Copy out all of the entries below without any change.

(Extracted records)
#####

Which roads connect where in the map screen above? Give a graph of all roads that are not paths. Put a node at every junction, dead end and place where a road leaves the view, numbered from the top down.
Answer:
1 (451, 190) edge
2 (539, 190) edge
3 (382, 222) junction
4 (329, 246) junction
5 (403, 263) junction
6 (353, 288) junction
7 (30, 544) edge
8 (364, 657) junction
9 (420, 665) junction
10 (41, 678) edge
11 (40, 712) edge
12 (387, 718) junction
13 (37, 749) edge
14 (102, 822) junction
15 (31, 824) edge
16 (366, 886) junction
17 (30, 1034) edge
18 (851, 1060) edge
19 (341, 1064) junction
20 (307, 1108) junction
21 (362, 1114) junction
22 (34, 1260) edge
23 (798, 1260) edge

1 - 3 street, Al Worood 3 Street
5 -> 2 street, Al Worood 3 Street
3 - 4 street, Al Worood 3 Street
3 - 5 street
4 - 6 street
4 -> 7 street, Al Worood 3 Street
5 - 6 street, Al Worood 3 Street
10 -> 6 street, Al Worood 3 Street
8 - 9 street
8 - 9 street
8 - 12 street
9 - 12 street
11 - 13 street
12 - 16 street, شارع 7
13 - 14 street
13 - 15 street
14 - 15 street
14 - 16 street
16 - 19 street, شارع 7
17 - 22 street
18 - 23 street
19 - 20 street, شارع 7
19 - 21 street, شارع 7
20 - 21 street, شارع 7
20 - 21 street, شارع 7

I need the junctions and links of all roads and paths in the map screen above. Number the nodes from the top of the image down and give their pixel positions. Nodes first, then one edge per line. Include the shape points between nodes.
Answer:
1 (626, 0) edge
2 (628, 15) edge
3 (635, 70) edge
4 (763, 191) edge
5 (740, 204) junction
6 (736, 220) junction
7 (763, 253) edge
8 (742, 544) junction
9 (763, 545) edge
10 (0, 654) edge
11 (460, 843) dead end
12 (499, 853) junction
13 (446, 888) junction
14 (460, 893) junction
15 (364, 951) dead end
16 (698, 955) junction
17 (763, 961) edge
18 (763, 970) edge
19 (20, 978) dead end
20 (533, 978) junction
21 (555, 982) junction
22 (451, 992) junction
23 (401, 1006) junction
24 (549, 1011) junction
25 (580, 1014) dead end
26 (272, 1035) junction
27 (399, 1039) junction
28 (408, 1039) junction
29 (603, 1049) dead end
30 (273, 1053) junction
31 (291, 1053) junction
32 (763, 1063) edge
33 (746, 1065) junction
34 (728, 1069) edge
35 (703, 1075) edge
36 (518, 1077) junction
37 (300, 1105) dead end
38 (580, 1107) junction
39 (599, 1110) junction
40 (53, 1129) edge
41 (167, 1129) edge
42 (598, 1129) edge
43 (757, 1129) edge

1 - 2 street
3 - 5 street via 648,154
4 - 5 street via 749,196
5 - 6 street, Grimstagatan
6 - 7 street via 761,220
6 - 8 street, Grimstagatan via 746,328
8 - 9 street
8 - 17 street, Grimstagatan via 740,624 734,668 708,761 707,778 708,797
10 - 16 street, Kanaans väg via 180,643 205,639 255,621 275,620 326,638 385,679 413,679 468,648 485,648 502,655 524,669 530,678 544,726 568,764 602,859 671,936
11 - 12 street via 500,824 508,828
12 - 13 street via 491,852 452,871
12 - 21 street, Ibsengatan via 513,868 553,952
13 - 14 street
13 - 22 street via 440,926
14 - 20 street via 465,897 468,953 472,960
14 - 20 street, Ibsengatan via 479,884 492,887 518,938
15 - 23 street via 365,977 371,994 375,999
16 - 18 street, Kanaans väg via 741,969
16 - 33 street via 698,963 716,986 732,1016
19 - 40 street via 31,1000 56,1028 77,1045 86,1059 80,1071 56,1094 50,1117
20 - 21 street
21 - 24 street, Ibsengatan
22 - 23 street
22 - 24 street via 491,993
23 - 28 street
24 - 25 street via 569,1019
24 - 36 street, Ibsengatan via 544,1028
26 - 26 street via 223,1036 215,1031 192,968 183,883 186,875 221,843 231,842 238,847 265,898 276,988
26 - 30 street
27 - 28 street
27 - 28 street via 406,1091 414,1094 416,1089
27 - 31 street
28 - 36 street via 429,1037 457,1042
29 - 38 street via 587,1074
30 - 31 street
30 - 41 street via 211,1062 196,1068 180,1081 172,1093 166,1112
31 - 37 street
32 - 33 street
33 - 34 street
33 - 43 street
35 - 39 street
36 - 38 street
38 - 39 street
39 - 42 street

#####

__Solution to the problem__.
Which roads connect where in the map screen above? Give a graph of all roads that are not paths. Put a node at every junction, dead end and place where a road leaves the view, numbered from the top down.
Answer:
1 (451, 190) edge
2 (539, 190) edge
3 (382, 222) junction
4 (329, 246) junction
5 (403, 263) junction
6 (353, 288) junction
7 (30, 544) edge
8 (364, 657) junction
9 (420, 665) junction
10 (41, 678) edge
11 (40, 712) edge
12 (387, 718) junction
13 (37, 749) edge
14 (102, 822) junction
15 (31, 824) edge
16 (366, 886) junction
17 (30, 1034) edge
18 (851, 1060) edge
19 (341, 1064) junction
20 (307, 1108) junction
21 (362, 1114) junction
22 (34, 1260) edge
23 (798, 1260) edge

1 - 3 street, Al Worood 3 Street
5 -> 2 street, Al Worood 3 Street
3 - 4 street, Al Worood 3 Street
3 - 5 street
4 - 6 street
4 -> 7 street, Al Worood 3 Street
5 - 6 street, Al Worood 3 Street
10 -> 6 street, Al Worood 3 Street
8 - 9 street
8 - 9 street
8 - 12 street
9 - 12 street
11 - 13 street
12 - 16 street, شارع 7
13 - 14 street
13 - 15 street
14 - 15 street
14 - 16 street
16 - 19 street, شارع 7
17 - 22 street
18 - 23 street
19 - 20 street, شارع 7
19 - 21 street, شارع 7
20 - 21 street, شارع 7
20 - 21 street, شارع 7

I need the junctions and links of all roads and paths in the map screen above. Number the nodes from the top of the image down and give their pixel positions. Nodes first, then one edge per line. Include the shape points between nodes.
Answer:
1 (626, 0) edge
2 (628, 15) edge
3 (635, 70) edge
4 (763, 191) edge
5 (740, 204) junction
6 (736, 220) junction
7 (763, 253) edge
8 (742, 544) junction
9 (763, 545) edge
10 (0, 654) edge
11 (460, 843) dead end
12 (499, 853) junction
13 (446, 888) junction
14 (460, 893) junction
15 (364, 951) dead end
16 (698, 955) junction
17 (763, 961) edge
18 (763, 970) edge
19 (20, 978) dead end
20 (533, 978) junction
21 (555, 982) junction
22 (451, 992) junction
23 (401, 1006) junction
24 (549, 1011) junction
25 (580, 1014) dead end
26 (272, 1035) junction
27 (399, 1039) junction
28 (408, 1039) junction
29 (603, 1049) dead end
30 (273, 1053) junction
31 (291, 1053) junction
32 (763, 1063) edge
33 (746, 1065) junction
34 (728, 1069) edge
35 (703, 1075) edge
36 (518, 1077) junction
37 (300, 1105) dead end
38 (580, 1107) junction
39 (599, 1110) junction
40 (53, 1129) edge
41 (167, 1129) edge
42 (598, 1129) edge
43 (757, 1129) edge

1 - 2 street
3 - 5 street via 648,154
4 - 5 street via 749,196
5 - 6 street, Grimstagatan
6 - 7 street via 761,220
6 - 8 street, Grimstagatan via 746,328
8 - 9 street
8 - 17 street, Grimstagatan via 740,624 734,668 708,761 707,778 708,797
10 - 16 street, Kanaans väg via 180,643 205,639 255,621 275,620 326,638 385,679 413,679 468,648 485,648 502,655 524,669 530,678 544,726 568,764 602,859 671,936
11 - 12 street via 500,824 508,828
12 - 13 street via 491,852 452,871
12 - 21 street, Ibsengatan via 513,868 553,952
13 - 14 street
13 - 22 street via 440,926
14 - 20 street via 465,897 468,953 472,960
14 - 20 street, Ibsengatan via 479,884 492,887 518,938
15 - 23 street via 365,977 371,994 375,999
16 - 18 street, Kanaans väg via 741,969
16 - 33 street via 698,963 716,986 732,1016
19 - 40 street via 31,1000 56,1028 77,1045 86,1059 80,1071 56,1094 50,1117
20 - 21 street
21 - 24 street, Ibsengatan
22 - 23 street
22 - 24 street via 491,993
23 - 28 street
24 - 25 street via 569,1019
24 - 36 street, Ibsengatan via 544,1028
26 - 26 street via 223,1036 215,1031 192,968 183,883 186,875 221,843 231,842 238,847 265,898 276,988
26 - 30 street
27 - 28 street
27 - 28 street via 406,1091 414,1094 416,1089
27 - 31 street
28 - 36 street via 429,1037 457,1042
29 - 38 street via 587,1074
30 - 31 street
30 - 41 street via 211,1062 196,1068 180,1081 172,1093 166,1112
31 - 37 street
32 - 33 street
33 - 34 street
33 - 43 street
35 - 39 street
36 - 38 street
38 - 39 street
39 - 42 street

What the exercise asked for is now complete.